27 July 2017

Harmony Plains School

Before there was a Manville, New Jersey, there was a section of Hillsborough Township tucked away in its northeast corner known as Harmony Plains. Like nearly all of Hillsborough in the 1800s, Harmony Plains was farmland, and the farmers in that section sent their children to a two-room schoolhouse on what is now Manville's Main Street.
Harmony Plains School District, 1873 map

It was first called the Gravel Hill School, but by the middle of the century had changed its name to the Harmony Plains School. By the 1870s, the Harmony Plains District was one of more than a dozen in Hillsborough Township, each with their own one or two-room schoolhouse.




Harmony Plains School circa 1900

But the Harmony Plains name goes back even further, as evidenced by the detail from the 1850 Somerset County map shown below.
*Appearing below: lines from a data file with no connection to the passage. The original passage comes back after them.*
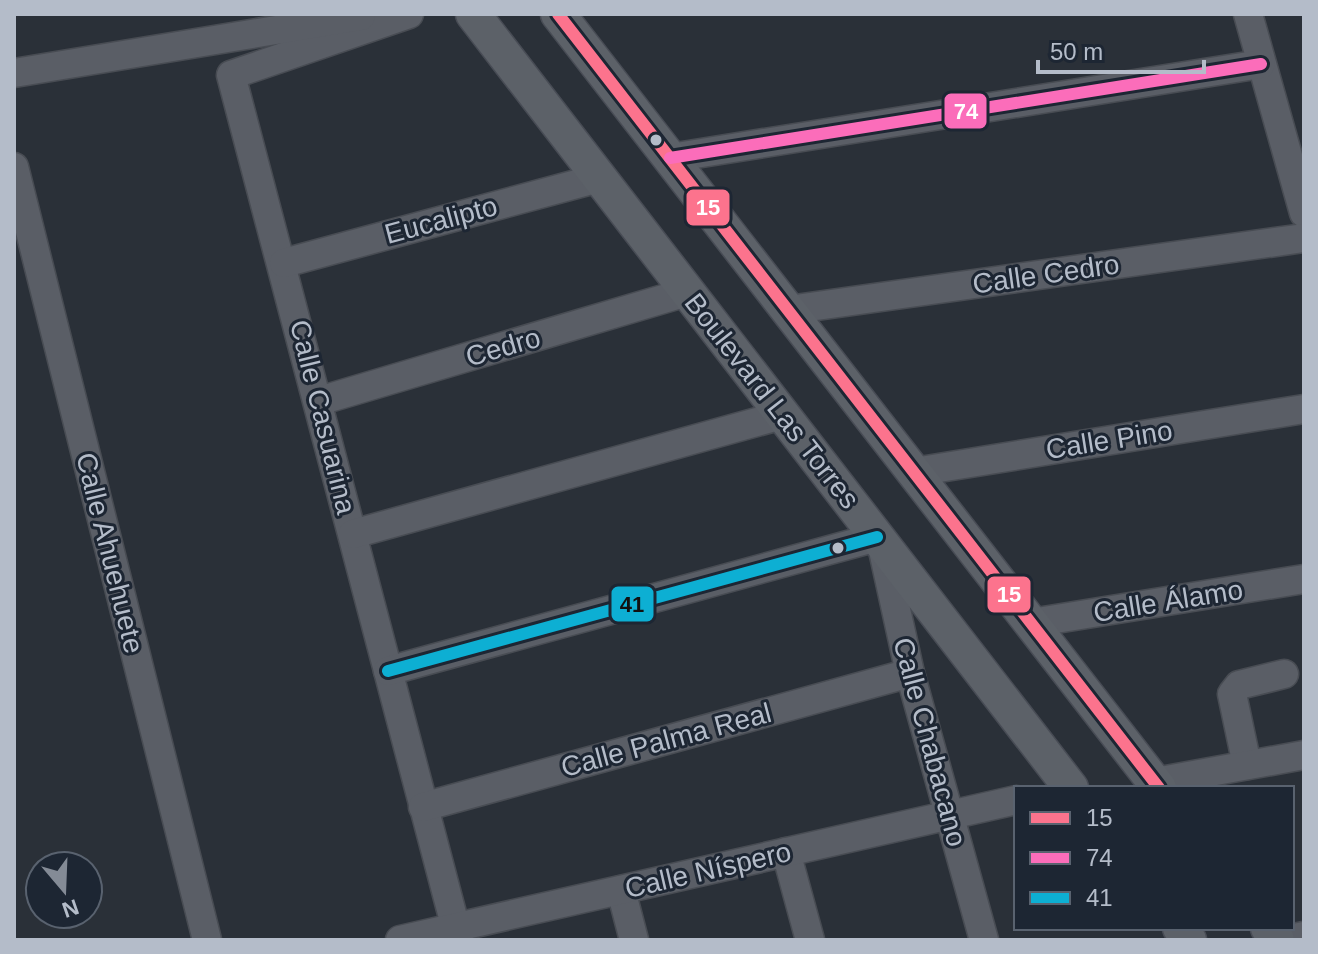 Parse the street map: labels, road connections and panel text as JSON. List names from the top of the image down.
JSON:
{
  "streets": {
    "main road": ["Boulevard Las Torres"],
    "street": [
      "Eucalipto",
      "Calle Cedro",
      "Cedro",
      "Calle Casuarina",
      "Calle Pino",
      "Calle Ahuehuete",
      "Calle Álamo",
      "Calle Palma Real",
      "Calle Chabacano",
      "Calle Níspero"
    ]
  },
  "crossings": [
    ["Eucalipto", "Boulevard Las Torres"],
    ["Eucalipto", "Calle Casuarina"],
    ["Cedro", "Boulevard Las Torres"],
    ["Cedro", "Calle Casuarina"],
    ["Boulevard Las Torres", "Calle Chabacano"],
    ["Calle Casuarina", "Calle Palma Real"],
    ["Calle Casuarina", "Calle Níspero"],
    ["Calle Palma Real", "Calle Chabacano"],
    ["Calle Chabacano", "Calle Níspero"]
  ],
  "lines": ["transit line 15", "transit line 74", "transit line 41"],
  "legend": ["15", "74", "41"],
  "scale_bar": "50 m",
  "north": "bottom"
}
Harmony Plains School 1850 map
With the instant influx of families who came to the area in 1912 when the Johns Manville plant relocated to Hillsborough, the school district immediately built an improved four-room school on the site. When another school on Camplain Road was built in 1916, the school on Main Street was renamed Manville School 1, and Camplain Road School was called Manville School 2.

Harmony Plains School circa 1913.
Note the student population has more than doubled.

Between 1912 and 1920 Hillsborough's population more than doubled from fewer than 2,500 residents to more than 5,000 - and all of that increase was in the Manville section of the township. After building the two schools, Hillsborough's school board was reluctant to spend any more money on Manville. The two schools were forced to go to split sessions and use substandard basement classrooms to relieve overcrowding. The issue came to a head in 1928 when New Jersey withheld Hillsborough's state school aid until a plan was in place to relieve the problem.


Main Street School, Manville circa 1930s

By that time a few of the school board members were from Manville, and they were able to form a coalition to push through an acceptable solution. Hillsborough agreed to add four rooms to Manville School 1 and build a completely new school, which became Roosevelt School. Hillsborough also used the opportunity to build a new school for themselves - but that is for a future post.



Demolition of Main Street School, December 1984
By the time the schools opened in 1929, Manville had seceded from Hillsborough and formed its own municipality. They didn't build another school in Manville until the high school was built 25 years later.